> **REQUIREMENT**
Which lines of the listing hold the string "above"? Show each of them.

> **DATA EXTRACTS**
====================

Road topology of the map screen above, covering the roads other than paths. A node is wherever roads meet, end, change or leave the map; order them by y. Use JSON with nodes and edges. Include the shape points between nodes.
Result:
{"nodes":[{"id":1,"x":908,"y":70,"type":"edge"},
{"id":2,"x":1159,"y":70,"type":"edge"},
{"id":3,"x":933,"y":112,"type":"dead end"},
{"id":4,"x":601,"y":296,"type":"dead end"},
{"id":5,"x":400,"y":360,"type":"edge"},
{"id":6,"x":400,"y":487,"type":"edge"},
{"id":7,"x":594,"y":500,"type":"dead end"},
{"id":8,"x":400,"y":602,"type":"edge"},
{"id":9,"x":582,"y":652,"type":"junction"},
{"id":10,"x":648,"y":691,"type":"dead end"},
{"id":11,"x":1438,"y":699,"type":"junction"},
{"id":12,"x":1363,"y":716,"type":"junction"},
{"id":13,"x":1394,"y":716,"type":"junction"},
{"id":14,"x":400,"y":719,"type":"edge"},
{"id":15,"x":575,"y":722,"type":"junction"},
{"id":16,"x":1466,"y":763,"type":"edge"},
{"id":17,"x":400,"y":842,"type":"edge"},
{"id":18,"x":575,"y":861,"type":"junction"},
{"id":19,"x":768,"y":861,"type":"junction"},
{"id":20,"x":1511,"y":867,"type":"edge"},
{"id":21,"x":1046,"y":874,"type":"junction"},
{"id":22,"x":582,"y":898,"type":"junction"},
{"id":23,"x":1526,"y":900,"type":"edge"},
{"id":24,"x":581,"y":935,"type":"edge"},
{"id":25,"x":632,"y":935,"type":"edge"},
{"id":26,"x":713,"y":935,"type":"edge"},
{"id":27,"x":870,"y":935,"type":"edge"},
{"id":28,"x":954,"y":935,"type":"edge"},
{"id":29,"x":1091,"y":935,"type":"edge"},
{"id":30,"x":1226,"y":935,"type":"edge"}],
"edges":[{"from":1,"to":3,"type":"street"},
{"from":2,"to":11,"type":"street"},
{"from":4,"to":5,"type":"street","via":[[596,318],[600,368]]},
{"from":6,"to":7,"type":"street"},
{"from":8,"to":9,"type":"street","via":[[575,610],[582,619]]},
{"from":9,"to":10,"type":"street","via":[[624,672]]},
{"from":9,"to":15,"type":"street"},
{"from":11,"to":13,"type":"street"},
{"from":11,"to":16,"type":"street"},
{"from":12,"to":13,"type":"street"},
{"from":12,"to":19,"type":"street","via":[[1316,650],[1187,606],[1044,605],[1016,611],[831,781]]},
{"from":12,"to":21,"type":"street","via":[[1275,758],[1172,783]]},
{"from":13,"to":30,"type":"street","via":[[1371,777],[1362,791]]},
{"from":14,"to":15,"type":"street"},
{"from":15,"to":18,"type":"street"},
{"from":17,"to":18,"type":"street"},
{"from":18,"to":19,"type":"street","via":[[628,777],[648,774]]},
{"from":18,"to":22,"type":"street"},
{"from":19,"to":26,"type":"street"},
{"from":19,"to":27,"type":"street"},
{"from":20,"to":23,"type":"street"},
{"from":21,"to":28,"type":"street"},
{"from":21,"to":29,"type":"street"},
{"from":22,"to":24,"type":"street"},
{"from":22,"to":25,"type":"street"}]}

====================

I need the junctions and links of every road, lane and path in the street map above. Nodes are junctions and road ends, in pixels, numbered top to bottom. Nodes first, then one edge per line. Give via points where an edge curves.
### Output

====================

> **RESPONSE**
Road topology of the map screen above, covering the roads other than paths. A node is wherever roads meet, end, change or leave the map; order them by y. Use JSON with nodes and edges. Include the shape points between nodes.
I need the junctions and links of every road, lane and path in the street map above. Nodes are junctions and road ends, in pixels, numbered top to bottom. Nodes first, then one edge per line. Give via points where an edge curves.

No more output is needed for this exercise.